§ WHAT TO DO
Check every line below for the string "Salerno", and copy the lines that contain it.

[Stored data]

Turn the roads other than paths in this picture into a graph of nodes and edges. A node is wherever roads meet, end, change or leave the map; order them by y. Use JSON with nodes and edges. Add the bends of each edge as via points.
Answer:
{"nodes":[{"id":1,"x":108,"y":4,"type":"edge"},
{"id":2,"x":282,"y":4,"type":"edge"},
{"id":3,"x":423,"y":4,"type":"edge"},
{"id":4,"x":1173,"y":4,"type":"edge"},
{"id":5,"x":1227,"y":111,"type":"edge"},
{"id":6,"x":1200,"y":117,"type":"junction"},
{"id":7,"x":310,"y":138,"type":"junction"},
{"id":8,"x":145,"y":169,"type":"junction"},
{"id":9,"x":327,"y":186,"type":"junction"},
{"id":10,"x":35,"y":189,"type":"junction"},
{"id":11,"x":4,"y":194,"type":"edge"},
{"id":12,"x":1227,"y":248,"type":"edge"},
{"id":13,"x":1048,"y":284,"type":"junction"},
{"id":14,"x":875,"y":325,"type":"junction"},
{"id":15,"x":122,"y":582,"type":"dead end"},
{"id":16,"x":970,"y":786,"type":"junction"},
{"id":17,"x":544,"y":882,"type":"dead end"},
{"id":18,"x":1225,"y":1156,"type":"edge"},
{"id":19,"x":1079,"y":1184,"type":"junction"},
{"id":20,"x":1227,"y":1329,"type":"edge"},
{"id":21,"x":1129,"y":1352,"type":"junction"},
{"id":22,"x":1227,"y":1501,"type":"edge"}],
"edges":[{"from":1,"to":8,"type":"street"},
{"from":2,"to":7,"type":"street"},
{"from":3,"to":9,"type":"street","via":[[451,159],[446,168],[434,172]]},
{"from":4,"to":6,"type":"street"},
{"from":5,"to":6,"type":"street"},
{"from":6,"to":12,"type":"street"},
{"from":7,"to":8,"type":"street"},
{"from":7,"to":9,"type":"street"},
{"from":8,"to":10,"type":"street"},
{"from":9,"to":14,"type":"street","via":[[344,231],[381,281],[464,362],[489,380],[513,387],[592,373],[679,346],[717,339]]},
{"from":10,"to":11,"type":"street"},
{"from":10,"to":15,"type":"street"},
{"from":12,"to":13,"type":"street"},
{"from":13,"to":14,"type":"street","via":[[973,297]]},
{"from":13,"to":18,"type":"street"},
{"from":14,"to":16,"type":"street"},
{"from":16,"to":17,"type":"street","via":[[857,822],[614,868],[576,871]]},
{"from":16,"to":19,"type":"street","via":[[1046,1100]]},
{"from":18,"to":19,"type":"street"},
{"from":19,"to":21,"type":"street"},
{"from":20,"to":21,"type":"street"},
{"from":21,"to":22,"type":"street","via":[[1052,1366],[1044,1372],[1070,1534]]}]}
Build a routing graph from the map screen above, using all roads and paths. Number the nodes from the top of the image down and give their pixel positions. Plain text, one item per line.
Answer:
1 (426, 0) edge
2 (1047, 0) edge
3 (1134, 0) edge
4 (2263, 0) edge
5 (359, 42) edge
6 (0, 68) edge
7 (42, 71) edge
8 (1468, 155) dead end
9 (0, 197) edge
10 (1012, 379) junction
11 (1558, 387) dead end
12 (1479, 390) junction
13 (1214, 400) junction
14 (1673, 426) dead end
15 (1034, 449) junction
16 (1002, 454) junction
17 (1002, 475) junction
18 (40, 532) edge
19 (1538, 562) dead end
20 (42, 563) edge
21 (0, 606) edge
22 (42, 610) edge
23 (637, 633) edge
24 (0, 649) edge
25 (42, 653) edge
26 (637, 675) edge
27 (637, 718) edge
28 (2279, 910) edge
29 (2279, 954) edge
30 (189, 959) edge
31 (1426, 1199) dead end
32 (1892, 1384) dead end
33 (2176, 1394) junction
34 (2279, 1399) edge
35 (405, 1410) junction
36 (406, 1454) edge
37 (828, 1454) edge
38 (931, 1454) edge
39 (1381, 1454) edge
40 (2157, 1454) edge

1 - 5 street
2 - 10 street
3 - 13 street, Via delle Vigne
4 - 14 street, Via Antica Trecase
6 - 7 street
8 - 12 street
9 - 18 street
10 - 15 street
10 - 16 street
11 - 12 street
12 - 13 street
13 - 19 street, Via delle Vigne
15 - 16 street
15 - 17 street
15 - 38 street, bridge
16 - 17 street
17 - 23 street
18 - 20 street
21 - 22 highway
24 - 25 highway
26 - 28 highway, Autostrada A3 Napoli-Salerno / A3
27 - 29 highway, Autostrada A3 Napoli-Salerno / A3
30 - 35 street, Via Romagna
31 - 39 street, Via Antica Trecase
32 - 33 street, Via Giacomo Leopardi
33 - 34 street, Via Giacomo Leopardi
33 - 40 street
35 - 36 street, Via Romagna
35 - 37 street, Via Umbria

§ YOUR SOLUTION
26 - 28 highway, Autostrada A3 Napoli-Salerno / A3
27 - 29 highway, Autostrada A3 Napoli-Salerno / A3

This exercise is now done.